▶ [Assignment] Check every line of the data below for "minor". Copy each one that has it.

Start of Information supplied

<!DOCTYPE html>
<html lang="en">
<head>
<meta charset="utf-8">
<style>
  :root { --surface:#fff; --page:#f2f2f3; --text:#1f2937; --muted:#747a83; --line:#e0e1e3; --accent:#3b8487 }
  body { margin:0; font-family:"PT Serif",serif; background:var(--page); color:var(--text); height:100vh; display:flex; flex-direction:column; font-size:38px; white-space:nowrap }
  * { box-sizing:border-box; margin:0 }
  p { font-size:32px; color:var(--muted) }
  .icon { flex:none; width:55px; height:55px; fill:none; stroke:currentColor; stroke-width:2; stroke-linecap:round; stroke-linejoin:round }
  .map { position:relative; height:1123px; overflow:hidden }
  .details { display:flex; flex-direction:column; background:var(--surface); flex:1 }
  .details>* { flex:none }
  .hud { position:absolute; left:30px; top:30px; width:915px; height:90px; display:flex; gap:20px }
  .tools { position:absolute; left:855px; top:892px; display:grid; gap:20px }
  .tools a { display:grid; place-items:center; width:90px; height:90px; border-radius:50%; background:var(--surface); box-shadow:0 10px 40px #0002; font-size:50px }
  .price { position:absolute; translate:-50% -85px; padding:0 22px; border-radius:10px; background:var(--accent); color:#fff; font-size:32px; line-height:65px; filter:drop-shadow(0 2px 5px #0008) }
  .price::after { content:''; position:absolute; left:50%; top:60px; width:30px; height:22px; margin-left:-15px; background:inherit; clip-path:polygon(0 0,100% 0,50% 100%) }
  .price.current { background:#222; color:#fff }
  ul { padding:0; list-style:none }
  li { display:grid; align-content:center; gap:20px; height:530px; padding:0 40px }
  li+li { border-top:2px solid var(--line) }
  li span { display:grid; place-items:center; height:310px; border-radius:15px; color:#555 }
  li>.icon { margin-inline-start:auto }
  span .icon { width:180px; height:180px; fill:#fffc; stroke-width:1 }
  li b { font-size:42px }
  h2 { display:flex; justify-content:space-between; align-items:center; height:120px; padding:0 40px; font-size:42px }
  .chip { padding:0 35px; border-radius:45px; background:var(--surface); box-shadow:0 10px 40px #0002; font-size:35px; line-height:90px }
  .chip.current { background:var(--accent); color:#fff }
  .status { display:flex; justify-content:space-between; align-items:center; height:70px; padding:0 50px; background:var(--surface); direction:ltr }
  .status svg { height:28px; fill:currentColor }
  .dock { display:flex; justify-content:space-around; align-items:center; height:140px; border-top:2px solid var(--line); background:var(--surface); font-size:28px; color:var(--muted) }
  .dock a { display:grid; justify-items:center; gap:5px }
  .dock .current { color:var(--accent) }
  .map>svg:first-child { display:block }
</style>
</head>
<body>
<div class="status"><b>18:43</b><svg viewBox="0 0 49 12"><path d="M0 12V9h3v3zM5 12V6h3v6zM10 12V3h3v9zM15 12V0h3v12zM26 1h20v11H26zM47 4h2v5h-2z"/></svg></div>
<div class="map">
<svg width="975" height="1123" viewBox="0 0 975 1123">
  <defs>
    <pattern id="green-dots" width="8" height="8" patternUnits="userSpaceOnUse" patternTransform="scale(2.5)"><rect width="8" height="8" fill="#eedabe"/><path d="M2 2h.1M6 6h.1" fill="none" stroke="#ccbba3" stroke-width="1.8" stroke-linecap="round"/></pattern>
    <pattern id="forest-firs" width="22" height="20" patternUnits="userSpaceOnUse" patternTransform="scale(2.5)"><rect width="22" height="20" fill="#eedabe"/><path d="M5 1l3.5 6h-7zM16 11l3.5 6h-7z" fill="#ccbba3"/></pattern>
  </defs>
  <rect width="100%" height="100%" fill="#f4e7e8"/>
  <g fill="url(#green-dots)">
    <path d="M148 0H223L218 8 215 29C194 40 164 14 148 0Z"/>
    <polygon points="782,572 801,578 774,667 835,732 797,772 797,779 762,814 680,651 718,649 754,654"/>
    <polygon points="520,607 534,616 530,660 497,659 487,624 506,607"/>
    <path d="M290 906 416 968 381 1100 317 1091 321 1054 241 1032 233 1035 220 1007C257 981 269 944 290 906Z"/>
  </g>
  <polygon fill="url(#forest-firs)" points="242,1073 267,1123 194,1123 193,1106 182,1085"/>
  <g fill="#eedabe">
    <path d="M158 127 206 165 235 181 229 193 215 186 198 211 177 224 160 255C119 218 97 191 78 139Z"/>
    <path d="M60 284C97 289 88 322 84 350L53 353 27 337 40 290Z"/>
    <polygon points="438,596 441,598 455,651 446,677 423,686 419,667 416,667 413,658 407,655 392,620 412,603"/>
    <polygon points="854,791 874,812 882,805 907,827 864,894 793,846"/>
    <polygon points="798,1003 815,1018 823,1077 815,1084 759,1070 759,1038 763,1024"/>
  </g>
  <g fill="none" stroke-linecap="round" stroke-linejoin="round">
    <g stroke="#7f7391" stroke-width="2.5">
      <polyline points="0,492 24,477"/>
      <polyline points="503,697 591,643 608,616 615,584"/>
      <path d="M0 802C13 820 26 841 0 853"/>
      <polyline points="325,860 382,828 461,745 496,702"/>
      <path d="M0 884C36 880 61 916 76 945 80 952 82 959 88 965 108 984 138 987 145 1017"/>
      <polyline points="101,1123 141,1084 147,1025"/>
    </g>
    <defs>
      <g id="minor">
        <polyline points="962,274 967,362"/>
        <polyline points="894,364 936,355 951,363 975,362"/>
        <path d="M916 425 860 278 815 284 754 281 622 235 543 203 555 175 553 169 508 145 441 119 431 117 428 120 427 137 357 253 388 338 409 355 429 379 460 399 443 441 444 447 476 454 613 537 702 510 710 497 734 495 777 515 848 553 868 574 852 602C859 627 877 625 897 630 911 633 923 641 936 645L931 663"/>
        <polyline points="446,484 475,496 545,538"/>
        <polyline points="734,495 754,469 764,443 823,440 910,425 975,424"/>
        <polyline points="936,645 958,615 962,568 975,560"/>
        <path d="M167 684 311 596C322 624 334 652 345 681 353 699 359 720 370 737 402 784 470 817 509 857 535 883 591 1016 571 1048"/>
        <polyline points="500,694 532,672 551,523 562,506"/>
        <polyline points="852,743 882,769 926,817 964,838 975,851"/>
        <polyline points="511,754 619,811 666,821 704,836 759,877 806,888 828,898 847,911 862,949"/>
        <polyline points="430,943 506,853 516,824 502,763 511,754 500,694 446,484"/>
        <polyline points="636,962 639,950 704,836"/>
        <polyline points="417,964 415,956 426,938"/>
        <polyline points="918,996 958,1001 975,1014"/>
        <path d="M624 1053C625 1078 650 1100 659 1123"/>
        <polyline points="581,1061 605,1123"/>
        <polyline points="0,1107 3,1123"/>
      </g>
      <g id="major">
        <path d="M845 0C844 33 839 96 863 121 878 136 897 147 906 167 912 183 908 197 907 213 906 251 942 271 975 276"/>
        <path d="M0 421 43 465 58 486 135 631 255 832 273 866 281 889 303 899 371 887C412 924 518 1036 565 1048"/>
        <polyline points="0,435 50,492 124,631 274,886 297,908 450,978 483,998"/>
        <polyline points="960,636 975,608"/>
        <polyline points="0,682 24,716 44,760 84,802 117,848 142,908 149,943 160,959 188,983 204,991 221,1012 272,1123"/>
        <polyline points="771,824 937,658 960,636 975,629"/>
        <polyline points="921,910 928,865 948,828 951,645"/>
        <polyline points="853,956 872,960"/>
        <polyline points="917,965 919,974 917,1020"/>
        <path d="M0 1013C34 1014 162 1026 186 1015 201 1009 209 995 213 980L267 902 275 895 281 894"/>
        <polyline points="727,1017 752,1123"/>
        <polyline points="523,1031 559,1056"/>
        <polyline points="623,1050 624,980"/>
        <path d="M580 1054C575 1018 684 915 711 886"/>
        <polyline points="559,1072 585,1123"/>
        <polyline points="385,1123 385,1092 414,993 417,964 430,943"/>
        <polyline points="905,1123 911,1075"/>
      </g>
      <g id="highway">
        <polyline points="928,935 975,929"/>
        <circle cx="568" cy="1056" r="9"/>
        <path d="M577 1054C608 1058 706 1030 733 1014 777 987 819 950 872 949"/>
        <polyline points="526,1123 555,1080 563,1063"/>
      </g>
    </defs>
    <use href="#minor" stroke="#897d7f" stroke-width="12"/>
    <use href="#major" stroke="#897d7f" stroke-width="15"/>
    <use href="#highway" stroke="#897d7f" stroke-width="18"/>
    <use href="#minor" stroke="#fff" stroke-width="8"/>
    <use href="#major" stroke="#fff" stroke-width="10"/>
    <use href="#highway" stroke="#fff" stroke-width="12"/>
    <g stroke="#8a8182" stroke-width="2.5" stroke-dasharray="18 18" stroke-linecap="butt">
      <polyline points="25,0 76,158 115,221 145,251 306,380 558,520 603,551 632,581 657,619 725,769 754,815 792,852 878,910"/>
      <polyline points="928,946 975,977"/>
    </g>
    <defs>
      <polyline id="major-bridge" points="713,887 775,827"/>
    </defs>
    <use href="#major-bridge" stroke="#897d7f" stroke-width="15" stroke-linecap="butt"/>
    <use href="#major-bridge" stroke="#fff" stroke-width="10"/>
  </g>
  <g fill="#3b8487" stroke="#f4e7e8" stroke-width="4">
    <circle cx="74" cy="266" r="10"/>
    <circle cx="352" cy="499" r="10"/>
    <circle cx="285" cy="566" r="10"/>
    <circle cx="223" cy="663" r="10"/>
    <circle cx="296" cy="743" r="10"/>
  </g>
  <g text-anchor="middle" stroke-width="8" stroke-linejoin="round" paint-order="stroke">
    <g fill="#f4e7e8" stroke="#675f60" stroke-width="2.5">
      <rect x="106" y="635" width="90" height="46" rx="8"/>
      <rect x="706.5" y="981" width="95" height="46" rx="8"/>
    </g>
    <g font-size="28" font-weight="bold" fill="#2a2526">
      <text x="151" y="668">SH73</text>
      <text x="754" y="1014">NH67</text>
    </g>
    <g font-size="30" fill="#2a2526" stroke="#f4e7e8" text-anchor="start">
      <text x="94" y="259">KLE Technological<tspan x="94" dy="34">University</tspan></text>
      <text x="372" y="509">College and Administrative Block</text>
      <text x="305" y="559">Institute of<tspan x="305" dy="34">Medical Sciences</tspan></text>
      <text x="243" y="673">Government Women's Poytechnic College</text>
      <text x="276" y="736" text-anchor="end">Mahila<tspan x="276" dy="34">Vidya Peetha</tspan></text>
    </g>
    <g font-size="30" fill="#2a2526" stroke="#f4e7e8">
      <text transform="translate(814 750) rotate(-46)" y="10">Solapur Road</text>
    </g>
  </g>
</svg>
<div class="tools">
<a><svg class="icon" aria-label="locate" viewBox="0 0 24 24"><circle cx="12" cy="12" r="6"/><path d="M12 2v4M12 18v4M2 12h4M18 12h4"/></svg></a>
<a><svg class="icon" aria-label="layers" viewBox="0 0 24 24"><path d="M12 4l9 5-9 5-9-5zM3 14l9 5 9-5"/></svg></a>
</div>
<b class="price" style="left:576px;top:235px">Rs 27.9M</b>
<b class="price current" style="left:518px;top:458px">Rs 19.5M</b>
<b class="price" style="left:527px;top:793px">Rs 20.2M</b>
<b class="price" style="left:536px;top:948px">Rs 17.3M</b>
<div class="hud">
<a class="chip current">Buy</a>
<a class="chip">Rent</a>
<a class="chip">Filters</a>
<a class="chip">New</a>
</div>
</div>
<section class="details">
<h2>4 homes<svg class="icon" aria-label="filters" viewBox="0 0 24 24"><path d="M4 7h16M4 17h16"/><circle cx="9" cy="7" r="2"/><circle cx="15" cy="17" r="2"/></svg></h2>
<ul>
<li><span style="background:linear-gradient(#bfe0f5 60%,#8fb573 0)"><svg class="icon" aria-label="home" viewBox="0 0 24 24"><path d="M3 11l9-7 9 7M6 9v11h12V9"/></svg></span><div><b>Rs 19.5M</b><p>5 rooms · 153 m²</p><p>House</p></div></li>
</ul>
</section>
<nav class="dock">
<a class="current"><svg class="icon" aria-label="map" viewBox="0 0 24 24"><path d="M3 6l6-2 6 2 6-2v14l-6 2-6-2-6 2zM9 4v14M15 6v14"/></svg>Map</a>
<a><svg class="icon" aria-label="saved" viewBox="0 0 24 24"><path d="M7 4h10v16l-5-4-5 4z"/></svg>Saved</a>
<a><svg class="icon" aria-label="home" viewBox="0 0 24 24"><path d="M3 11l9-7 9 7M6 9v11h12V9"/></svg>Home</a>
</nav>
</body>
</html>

End of Information supplied

▶ [Exercise response]
      <g id="minor">
    <use href="#minor" stroke="#897d7f" stroke-width="12"/>
    <use href="#minor" stroke="#fff" stroke-width="8"/>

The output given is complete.